Can we prevent drug related deaths by training opioid users to recognise and manage overdoses?
Research output: Contribution to journal › Article
Background: Naloxone has been evidenced widely as a means of reducing mortality resulting from opiate overdose, yet its distribution to drug users remains limited. However, it is drug users who are most likely to be available to administer naloxone at the scene and who have been shown to be willing and motivated to deliver this intervention. The current study builds on a national training evaluation in England by assessing 6-month outcome data collected primarily in one of the participating centres. Methods: Seventy patients with opioid dependence syndrome were trained in the recognition and management of overdoses in Birmingham (n = 66) and London (n = 4), and followed up six months after receiving naloxone.

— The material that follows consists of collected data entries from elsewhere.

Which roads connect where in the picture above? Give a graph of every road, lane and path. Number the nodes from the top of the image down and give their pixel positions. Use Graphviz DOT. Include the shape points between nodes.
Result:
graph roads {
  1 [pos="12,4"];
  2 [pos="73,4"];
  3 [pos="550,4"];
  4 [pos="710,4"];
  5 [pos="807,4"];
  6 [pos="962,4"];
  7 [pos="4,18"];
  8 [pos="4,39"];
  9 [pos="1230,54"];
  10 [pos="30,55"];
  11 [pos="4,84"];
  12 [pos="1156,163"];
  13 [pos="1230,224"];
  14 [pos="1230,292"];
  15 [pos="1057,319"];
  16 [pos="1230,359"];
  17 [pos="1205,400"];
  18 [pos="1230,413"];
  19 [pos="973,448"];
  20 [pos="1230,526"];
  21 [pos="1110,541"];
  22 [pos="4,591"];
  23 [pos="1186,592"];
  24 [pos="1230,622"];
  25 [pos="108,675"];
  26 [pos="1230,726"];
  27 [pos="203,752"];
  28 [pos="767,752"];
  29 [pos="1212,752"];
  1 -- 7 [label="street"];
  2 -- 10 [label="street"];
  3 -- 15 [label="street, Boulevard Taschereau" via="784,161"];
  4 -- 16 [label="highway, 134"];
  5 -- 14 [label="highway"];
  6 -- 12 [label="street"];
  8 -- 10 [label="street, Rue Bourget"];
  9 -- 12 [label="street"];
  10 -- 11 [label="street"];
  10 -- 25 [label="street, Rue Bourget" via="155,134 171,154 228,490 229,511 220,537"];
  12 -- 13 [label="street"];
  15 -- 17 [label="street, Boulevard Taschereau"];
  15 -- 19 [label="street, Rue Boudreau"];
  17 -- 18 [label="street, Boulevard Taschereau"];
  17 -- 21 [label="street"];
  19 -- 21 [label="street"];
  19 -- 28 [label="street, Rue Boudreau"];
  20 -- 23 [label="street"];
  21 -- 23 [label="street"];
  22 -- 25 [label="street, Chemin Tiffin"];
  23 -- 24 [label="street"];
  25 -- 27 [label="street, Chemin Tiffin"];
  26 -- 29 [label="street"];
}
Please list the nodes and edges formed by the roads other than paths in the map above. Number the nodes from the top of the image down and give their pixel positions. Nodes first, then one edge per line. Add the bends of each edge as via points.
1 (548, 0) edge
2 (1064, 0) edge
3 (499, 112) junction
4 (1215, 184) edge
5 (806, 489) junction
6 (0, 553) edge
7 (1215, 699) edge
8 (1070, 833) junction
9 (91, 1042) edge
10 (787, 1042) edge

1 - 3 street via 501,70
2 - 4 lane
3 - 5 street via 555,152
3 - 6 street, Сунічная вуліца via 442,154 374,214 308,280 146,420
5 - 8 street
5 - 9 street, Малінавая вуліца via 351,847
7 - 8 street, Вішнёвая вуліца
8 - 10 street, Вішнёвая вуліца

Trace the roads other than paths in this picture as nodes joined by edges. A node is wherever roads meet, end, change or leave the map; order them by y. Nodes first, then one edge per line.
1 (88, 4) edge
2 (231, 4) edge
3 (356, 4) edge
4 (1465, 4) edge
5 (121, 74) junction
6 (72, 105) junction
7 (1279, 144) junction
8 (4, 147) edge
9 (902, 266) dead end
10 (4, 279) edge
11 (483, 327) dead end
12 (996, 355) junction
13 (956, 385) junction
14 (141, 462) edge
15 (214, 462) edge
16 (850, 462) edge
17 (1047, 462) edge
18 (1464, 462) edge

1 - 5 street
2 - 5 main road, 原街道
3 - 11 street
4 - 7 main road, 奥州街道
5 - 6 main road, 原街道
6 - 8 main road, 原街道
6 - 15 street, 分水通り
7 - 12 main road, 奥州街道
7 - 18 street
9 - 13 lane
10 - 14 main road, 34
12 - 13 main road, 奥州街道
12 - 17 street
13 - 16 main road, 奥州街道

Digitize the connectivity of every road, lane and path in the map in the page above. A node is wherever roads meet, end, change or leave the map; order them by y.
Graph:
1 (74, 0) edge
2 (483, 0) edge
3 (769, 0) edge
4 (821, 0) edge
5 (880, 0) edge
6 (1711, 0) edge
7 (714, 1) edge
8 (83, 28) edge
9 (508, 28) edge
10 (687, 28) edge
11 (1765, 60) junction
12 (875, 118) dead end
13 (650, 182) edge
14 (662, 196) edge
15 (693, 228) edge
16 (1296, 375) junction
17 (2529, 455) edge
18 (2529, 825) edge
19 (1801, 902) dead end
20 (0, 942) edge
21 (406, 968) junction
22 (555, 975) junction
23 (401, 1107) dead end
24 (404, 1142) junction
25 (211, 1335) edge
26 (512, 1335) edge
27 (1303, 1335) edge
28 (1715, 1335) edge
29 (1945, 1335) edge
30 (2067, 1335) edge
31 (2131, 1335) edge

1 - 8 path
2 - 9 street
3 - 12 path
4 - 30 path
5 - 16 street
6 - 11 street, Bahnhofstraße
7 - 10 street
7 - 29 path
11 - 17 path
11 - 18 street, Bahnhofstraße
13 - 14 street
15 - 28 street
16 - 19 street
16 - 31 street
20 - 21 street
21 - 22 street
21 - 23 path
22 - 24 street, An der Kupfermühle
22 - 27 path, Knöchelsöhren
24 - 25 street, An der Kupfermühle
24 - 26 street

After successful completion of the training, participants received a supply of 400 micrograms of naloxone (in the form of a preloaded syringe) to take home. The study focused on whether participating users still had their naloxone, whether they retained the information, whether they had witnessed an overdose and whether they had naloxone available and were still willing to use it in the event of overdose. Results & Discussion: The results were mixed - although the majority of drug users had retained the naloxone prescribed to them, and retention of knowledge was very strong in relation to overdose recognition and intervention, most participants did not carry the naloxone with them consistently and consequently it was generally not available if they witnessed an overdose. The paper discusses the reasons for the reluctance to carry naloxone and potential opportunities for how this might be overcome. Future issues around training and support around peer dissemination are also addressed. Conclusion: Our findings confirm that training of drug users constitutes a valuable resource in the management of opiate overdoses and growth of peer interventions that may not otherwise be recognised or addressed. Obstacles have been identified at individual (transportability, stigma) and at a systems level (police involvement, prescription laws). Training individuals does not seem to be sufficient for these programmes to succeed and a coherent implementation model is necessary.